◆ **DATA SECTION**
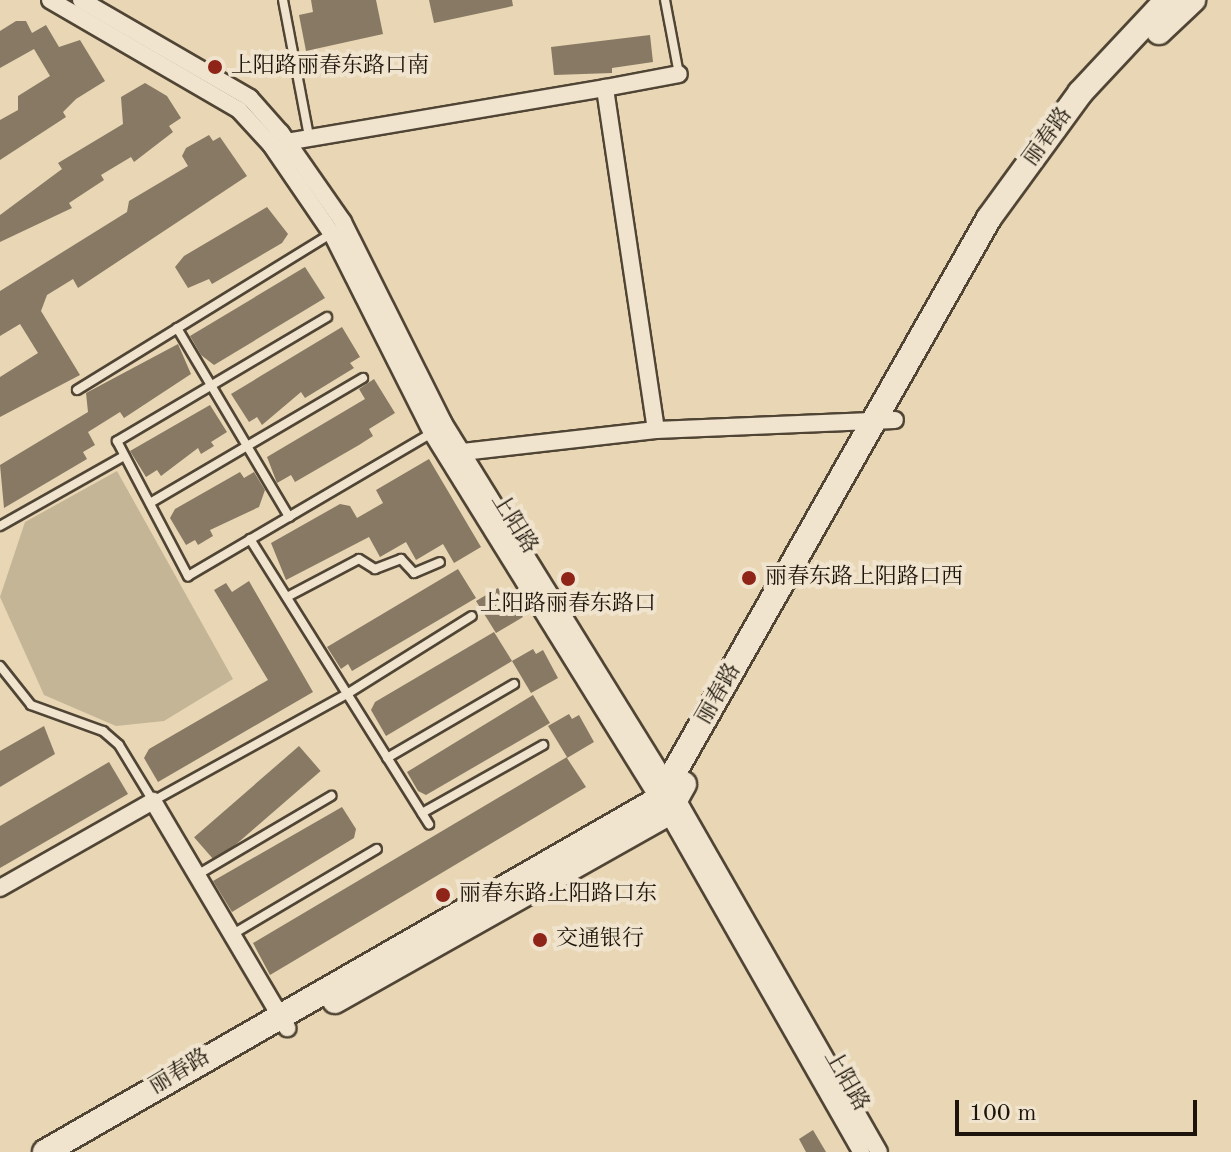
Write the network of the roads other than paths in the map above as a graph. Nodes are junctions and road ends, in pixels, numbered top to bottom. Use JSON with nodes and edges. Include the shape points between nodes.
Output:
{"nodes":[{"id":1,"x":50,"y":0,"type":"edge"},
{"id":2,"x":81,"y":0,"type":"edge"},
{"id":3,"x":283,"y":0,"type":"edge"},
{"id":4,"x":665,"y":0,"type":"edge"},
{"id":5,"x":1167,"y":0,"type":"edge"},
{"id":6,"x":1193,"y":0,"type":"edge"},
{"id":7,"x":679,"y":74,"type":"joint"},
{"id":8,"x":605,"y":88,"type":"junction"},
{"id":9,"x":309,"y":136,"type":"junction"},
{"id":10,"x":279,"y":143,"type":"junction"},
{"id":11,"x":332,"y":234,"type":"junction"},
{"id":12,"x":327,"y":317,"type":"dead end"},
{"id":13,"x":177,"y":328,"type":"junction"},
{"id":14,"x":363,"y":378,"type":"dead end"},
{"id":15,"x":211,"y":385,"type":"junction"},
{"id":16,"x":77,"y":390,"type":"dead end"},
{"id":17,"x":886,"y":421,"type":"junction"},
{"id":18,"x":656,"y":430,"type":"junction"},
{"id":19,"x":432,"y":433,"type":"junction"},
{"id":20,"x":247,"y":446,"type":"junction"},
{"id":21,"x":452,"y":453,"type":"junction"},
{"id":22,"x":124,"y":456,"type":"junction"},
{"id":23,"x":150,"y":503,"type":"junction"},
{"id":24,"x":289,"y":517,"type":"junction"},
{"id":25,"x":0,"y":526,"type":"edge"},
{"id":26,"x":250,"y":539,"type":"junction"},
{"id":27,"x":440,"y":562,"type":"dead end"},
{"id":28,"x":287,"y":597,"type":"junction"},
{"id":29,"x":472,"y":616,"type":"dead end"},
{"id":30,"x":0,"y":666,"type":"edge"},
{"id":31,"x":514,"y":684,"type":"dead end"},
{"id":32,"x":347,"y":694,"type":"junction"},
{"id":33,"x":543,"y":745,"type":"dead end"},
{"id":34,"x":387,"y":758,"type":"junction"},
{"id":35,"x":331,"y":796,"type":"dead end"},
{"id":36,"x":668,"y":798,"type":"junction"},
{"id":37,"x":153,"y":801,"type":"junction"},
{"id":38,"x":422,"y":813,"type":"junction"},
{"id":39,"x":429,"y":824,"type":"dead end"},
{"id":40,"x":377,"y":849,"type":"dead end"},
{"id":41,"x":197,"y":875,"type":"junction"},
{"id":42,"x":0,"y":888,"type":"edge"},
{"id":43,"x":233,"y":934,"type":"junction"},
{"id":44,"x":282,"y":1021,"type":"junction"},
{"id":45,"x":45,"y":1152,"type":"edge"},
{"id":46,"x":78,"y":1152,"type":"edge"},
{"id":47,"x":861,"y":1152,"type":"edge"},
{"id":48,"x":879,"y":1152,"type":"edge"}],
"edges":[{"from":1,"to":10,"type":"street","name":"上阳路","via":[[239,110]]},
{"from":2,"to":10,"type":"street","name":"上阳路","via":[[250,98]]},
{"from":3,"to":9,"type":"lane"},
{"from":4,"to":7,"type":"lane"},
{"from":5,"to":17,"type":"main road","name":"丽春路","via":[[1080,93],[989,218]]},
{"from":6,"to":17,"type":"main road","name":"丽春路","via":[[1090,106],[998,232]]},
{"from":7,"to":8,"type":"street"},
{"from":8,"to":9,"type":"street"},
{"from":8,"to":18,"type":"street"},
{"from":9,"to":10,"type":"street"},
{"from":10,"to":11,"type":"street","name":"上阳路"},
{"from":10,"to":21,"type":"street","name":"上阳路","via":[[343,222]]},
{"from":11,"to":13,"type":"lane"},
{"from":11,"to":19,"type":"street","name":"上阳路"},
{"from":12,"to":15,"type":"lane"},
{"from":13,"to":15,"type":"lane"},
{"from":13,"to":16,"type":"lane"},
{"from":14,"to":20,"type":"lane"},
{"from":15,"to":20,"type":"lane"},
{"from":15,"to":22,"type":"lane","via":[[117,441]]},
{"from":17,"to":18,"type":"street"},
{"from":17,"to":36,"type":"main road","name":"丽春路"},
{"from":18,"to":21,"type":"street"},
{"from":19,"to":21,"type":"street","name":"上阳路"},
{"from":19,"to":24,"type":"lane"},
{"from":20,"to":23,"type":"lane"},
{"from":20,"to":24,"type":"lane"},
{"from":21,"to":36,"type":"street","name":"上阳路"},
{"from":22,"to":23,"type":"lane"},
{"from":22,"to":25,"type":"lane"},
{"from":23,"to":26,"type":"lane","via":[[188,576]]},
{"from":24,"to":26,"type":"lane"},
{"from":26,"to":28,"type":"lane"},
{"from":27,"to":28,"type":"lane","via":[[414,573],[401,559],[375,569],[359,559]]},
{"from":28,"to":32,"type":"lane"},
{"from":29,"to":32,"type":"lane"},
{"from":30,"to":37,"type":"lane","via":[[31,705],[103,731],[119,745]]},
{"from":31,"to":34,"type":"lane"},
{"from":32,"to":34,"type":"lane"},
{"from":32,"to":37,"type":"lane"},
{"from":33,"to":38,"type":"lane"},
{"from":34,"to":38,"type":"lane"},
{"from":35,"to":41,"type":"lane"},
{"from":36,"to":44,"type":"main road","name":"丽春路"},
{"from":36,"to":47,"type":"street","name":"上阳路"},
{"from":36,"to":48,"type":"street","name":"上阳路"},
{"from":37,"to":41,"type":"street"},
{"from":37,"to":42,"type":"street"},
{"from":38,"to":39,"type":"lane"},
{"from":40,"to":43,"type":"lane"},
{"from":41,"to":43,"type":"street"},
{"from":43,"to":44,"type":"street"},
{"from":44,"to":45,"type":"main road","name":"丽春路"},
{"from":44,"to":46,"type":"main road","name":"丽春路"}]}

◆ **TO DO**
Every line above is to be written out unchanged, with the pictures omitted.

◆ **RESPONSE AREA**
Write the network of the roads other than paths in the map above as a graph. Nodes are junctions and road ends, in pixels, numbered top to bottom. Use JSON with nodes and edges. Include the shape points between nodes.
Output:
{"nodes":[{"id":1,"x":50,"y":0,"type":"edge"},
{"id":2,"x":81,"y":0,"type":"edge"},
{"id":3,"x":283,"y":0,"type":"edge"},
{"id":4,"x":665,"y":0,"type":"edge"},
{"id":5,"x":1167,"y":0,"type":"edge"},
{"id":6,"x":1193,"y":0,"type":"edge"},
{"id":7,"x":679,"y":74,"type":"joint"},
{"id":8,"x":605,"y":88,"type":"junction"},
{"id":9,"x":309,"y":136,"type":"junction"},
{"id":10,"x":279,"y":143,"type":"junction"},
{"id":11,"x":332,"y":234,"type":"junction"},
{"id":12,"x":327,"y":317,"type":"dead end"},
{"id":13,"x":177,"y":328,"type":"junction"},
{"id":14,"x":363,"y":378,"type":"dead end"},
{"id":15,"x":211,"y":385,"type":"junction"},
{"id":16,"x":77,"y":390,"type":"dead end"},
{"id":17,"x":886,"y":421,"type":"junction"},
{"id":18,"x":656,"y":430,"type":"junction"},
{"id":19,"x":432,"y":433,"type":"junction"},
{"id":20,"x":247,"y":446,"type":"junction"},
{"id":21,"x":452,"y":453,"type":"junction"},
{"id":22,"x":124,"y":456,"type":"junction"},
{"id":23,"x":150,"y":503,"type":"junction"},
{"id":24,"x":289,"y":517,"type":"junction"},
{"id":25,"x":0,"y":526,"type":"edge"},
{"id":26,"x":250,"y":539,"type":"junction"},
{"id":27,"x":440,"y":562,"type":"dead end"},
{"id":28,"x":287,"y":597,"type":"junction"},
{"id":29,"x":472,"y":616,"type":"dead end"},
{"id":30,"x":0,"y":666,"type":"edge"},
{"id":31,"x":514,"y":684,"type":"dead end"},
{"id":32,"x":347,"y":694,"type":"junction"},
{"id":33,"x":543,"y":745,"type":"dead end"},
{"id":34,"x":387,"y":758,"type":"junction"},
{"id":35,"x":331,"y":796,"type":"dead end"},
{"id":36,"x":668,"y":798,"type":"junction"},
{"id":37,"x":153,"y":801,"type":"junction"},
{"id":38,"x":422,"y":813,"type":"junction"},
{"id":39,"x":429,"y":824,"type":"dead end"},
{"id":40,"x":377,"y":849,"type":"dead end"},
{"id":41,"x":197,"y":875,"type":"junction"},
{"id":42,"x":0,"y":888,"type":"edge"},
{"id":43,"x":233,"y":934,"type":"junction"},
{"id":44,"x":282,"y":1021,"type":"junction"},
{"id":45,"x":45,"y":1152,"type":"edge"},
{"id":46,"x":78,"y":1152,"type":"edge"},
{"id":47,"x":861,"y":1152,"type":"edge"},
{"id":48,"x":879,"y":1152,"type":"edge"}],
"edges":[{"from":1,"to":10,"type":"street","name":"上阳路","via":[[239,110]]},
{"from":2,"to":10,"type":"street","name":"上阳路","via":[[250,98]]},
{"from":3,"to":9,"type":"lane"},
{"from":4,"to":7,"type":"lane"},
{"from":5,"to":17,"type":"main road","name":"丽春路","via":[[1080,93],[989,218]]},
{"from":6,"to":17,"type":"main road","name":"丽春路","via":[[1090,106],[998,232]]},
{"from":7,"to":8,"type":"street"},
{"from":8,"to":9,"type":"street"},
{"from":8,"to":18,"type":"street"},
{"from":9,"to":10,"type":"street"},
{"from":10,"to":11,"type":"street","name":"上阳路"},
{"from":10,"to":21,"type":"street","name":"上阳路","via":[[343,222]]},
{"from":11,"to":13,"type":"lane"},
{"from":11,"to":19,"type":"street","name":"上阳路"},
{"from":12,"to":15,"type":"lane"},
{"from":13,"to":15,"type":"lane"},
{"from":13,"to":16,"type":"lane"},
{"from":14,"to":20,"type":"lane"},
{"from":15,"to":20,"type":"lane"},
{"from":15,"to":22,"type":"lane","via":[[117,441]]},
{"from":17,"to":18,"type":"street"},
{"from":17,"to":36,"type":"main road","name":"丽春路"},
{"from":18,"to":21,"type":"street"},
{"from":19,"to":21,"type":"street","name":"上阳路"},
{"from":19,"to":24,"type":"lane"},
{"from":20,"to":23,"type":"lane"},
{"from":20,"to":24,"type":"lane"},
{"from":21,"to":36,"type":"street","name":"上阳路"},
{"from":22,"to":23,"type":"lane"},
{"from":22,"to":25,"type":"lane"},
{"from":23,"to":26,"type":"lane","via":[[188,576]]},
{"from":24,"to":26,"type":"lane"},
{"from":26,"to":28,"type":"lane"},
{"from":27,"to":28,"type":"lane","via":[[414,573],[401,559],[375,569],[359,559]]},
{"from":28,"to":32,"type":"lane"},
{"from":29,"to":32,"type":"lane"},
{"from":30,"to":37,"type":"lane","via":[[31,705],[103,731],[119,745]]},
{"from":31,"to":34,"type":"lane"},
{"from":32,"to":34,"type":"lane"},
{"from":32,"to":37,"type":"lane"},
{"from":33,"to":38,"type":"lane"},
{"from":34,"to":38,"type":"lane"},
{"from":35,"to":41,"type":"lane"},
{"from":36,"to":44,"type":"main road","name":"丽春路"},
{"from":36,"to":47,"type":"street","name":"上阳路"},
{"from":36,"to":48,"type":"street","name":"上阳路"},
{"from":37,"to":41,"type":"street"},
{"from":37,"to":42,"type":"street"},
{"from":38,"to":39,"type":"lane"},
{"from":40,"to":43,"type":"lane"},
{"from":41,"to":43,"type":"street"},
{"from":43,"to":44,"type":"street"},
{"from":44,"to":45,"type":"main road","name":"丽春路"},
{"from":44,"to":46,"type":"main road","name":"丽春路"}]}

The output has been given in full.